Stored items
◆ ◆ ◆ ◆ ◆
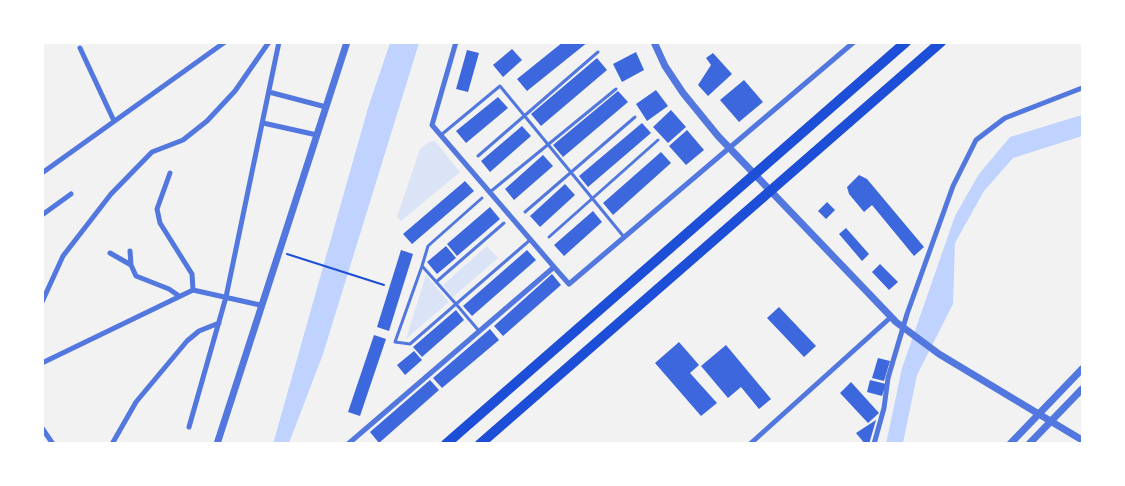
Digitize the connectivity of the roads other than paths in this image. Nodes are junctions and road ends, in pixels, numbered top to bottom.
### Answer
1 (225, 42) edge
2 (269, 42) edge
3 (279, 42) edge
4 (347, 42) edge
5 (456, 42) edge
6 (652, 42) edge
7 (854, 42) edge
8 (906, 42) edge
9 (942, 42) edge
10 (80, 48) dead end
11 (598, 52) dead end
12 (1082, 88) edge
13 (616, 89) dead end
14 (269, 92) junction
15 (326, 107) junction
16 (524, 116) junction
17 (635, 117) dead end
18 (114, 121) junction
19 (262, 123) junction
20 (317, 135) junction
21 (441, 135) junction
22 (658, 140) dead end
23 (548, 145) junction
24 (730, 149) junction
25 (478, 156) dead end
26 (42, 173) edge
27 (170, 173) dead end
28 (571, 173) junction
29 (490, 192) junction
30 (71, 194) dead end
31 (482, 198) dead end
32 (592, 199) junction
33 (525, 212) dead end
34 (42, 215) edge
35 (504, 223) dead end
36 (549, 237) dead end
37 (624, 238) junction
38 (530, 240) junction
39 (130, 252) dead end
40 (110, 253) dead end
41 (131, 265) junction
42 (422, 266) junction
43 (554, 267) junction
44 (436, 282) junction
45 (193, 290) junction
46 (180, 296) junction
47 (226, 297) junction
48 (42, 302) edge
49 (456, 304) junction
50 (260, 305) junction
51 (894, 320) junction
52 (219, 323) junction
53 (479, 331) junction
54 (42, 363) edge
55 (1082, 369) edge
56 (1082, 389) edge
57 (1038, 414) junction
58 (1051, 421) junction
59 (189, 427) dead end
60 (42, 428) edge
61 (1082, 440) edge
62 (53, 444) edge
63 (112, 444) edge
64 (217, 444) edge
65 (348, 444) edge
66 (446, 444) edge
67 (480, 444) edge
68 (750, 444) edge
69 (874, 444) edge
70 (1010, 444) edge
71 (1029, 444) edge

1 - 18 street
2 - 48 street
3 - 14 street
4 - 15 street
5 - 21 street
6 - 24 street
7 - 24 street
8 - 66 highway
9 - 67 highway
10 - 18 street
11 - 16 lane
12 - 69 street
13 - 23 lane
14 - 15 street
14 - 19 street
15 - 20 street
16 - 21 lane
16 - 23 lane
16 - 25 lane
17 - 28 lane
18 - 26 street
19 - 20 street
19 - 47 street
20 - 50 street
21 - 29 street
22 - 32 lane
23 - 28 lane
23 - 29 lane
24 - 37 street
24 - 51 street
27 - 45 street
28 - 32 lane
28 - 33 lane
29 - 38 street
30 - 34 street
31 - 42 lane
32 - 36 lane
32 - 37 lane
35 - 44 lane
37 - 43 street
38 - 43 street
38 - 49 lane
39 - 41 street
40 - 41 street
41 - 46 street
42 - 44 lane
42 - 49 lane
43 - 53 street
44 - 49 lane
45 - 46 street
45 - 47 street
46 - 54 street
47 - 50 street
47 - 52 street
49 - 53 lane
50 - 64 street
51 - 57 street
51 - 68 street
52 - 59 street
52 - 63 street
53 - 65 street
55 - 57 street
56 - 58 street
57 - 58 street
57 - 70 street
58 - 61 street
58 - 71 street
60 - 62 street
◆ ◆ ◆ ◆ ◆
### Exercise prompt
The entries above must be restated exactly in the answer, and the pictures left out.

### Solution
Digitize the connectivity of the roads other than paths in this image. Nodes are junctions and road ends, in pixels, numbered top to bottom.
### Answer
1 (225, 42) edge
2 (269, 42) edge
3 (279, 42) edge
4 (347, 42) edge
5 (456, 42) edge
6 (652, 42) edge
7 (854, 42) edge
8 (906, 42) edge
9 (942, 42) edge
10 (80, 48) dead end
11 (598, 52) dead end
12 (1082, 88) edge
13 (616, 89) dead end
14 (269, 92) junction
15 (326, 107) junction
16 (524, 116) junction
17 (635, 117) dead end
18 (114, 121) junction
19 (262, 123) junction
20 (317, 135) junction
21 (441, 135) junction
22 (658, 140) dead end
23 (548, 145) junction
24 (730, 149) junction
25 (478, 156) dead end
26 (42, 173) edge
27 (170, 173) dead end
28 (571, 173) junction
29 (490, 192) junction
30 (71, 194) dead end
31 (482, 198) dead end
32 (592, 199) junction
33 (525, 212) dead end
34 (42, 215) edge
35 (504, 223) dead end
36 (549, 237) dead end
37 (624, 238) junction
38 (530, 240) junction
39 (130, 252) dead end
40 (110, 253) dead end
41 (131, 265) junction
42 (422, 266) junction
43 (554, 267) junction
44 (436, 282) junction
45 (193, 290) junction
46 (180, 296) junction
47 (226, 297) junction
48 (42, 302) edge
49 (456, 304) junction
50 (260, 305) junction
51 (894, 320) junction
52 (219, 323) junction
53 (479, 331) junction
54 (42, 363) edge
55 (1082, 369) edge
56 (1082, 389) edge
57 (1038, 414) junction
58 (1051, 421) junction
59 (189, 427) dead end
60 (42, 428) edge
61 (1082, 440) edge
62 (53, 444) edge
63 (112, 444) edge
64 (217, 444) edge
65 (348, 444) edge
66 (446, 444) edge
67 (480, 444) edge
68 (750, 444) edge
69 (874, 444) edge
70 (1010, 444) edge
71 (1029, 444) edge

1 - 18 street
2 - 48 street
3 - 14 street
4 - 15 street
5 - 21 street
6 - 24 street
7 - 24 street
8 - 66 highway
9 - 67 highway
10 - 18 street
11 - 16 lane
12 - 69 street
13 - 23 lane
14 - 15 street
14 - 19 street
15 - 20 street
16 - 21 lane
16 - 23 lane
16 - 25 lane
17 - 28 lane
18 - 26 street
19 - 20 street
19 - 47 street
20 - 50 street
21 - 29 street
22 - 32 lane
23 - 28 lane
23 - 29 lane
24 - 37 street
24 - 51 street
27 - 45 street
28 - 32 lane
28 - 33 lane
29 - 38 street
30 - 34 street
31 - 42 lane
32 - 36 lane
32 - 37 lane
35 - 44 lane
37 - 43 street
38 - 43 street
38 - 49 lane
39 - 41 street
40 - 41 street
41 - 46 street
42 - 44 lane
42 - 49 lane
43 - 53 street
44 - 49 lane
45 - 46 street
45 - 47 street
46 - 54 street
47 - 50 street
47 - 52 street
49 - 53 lane
50 - 64 street
51 - 57 street
51 - 68 street
52 - 59 street
52 - 63 street
53 - 65 street
55 - 57 street
56 - 58 street
57 - 58 street
57 - 70 street
58 - 61 street
58 - 71 street
60 - 62 street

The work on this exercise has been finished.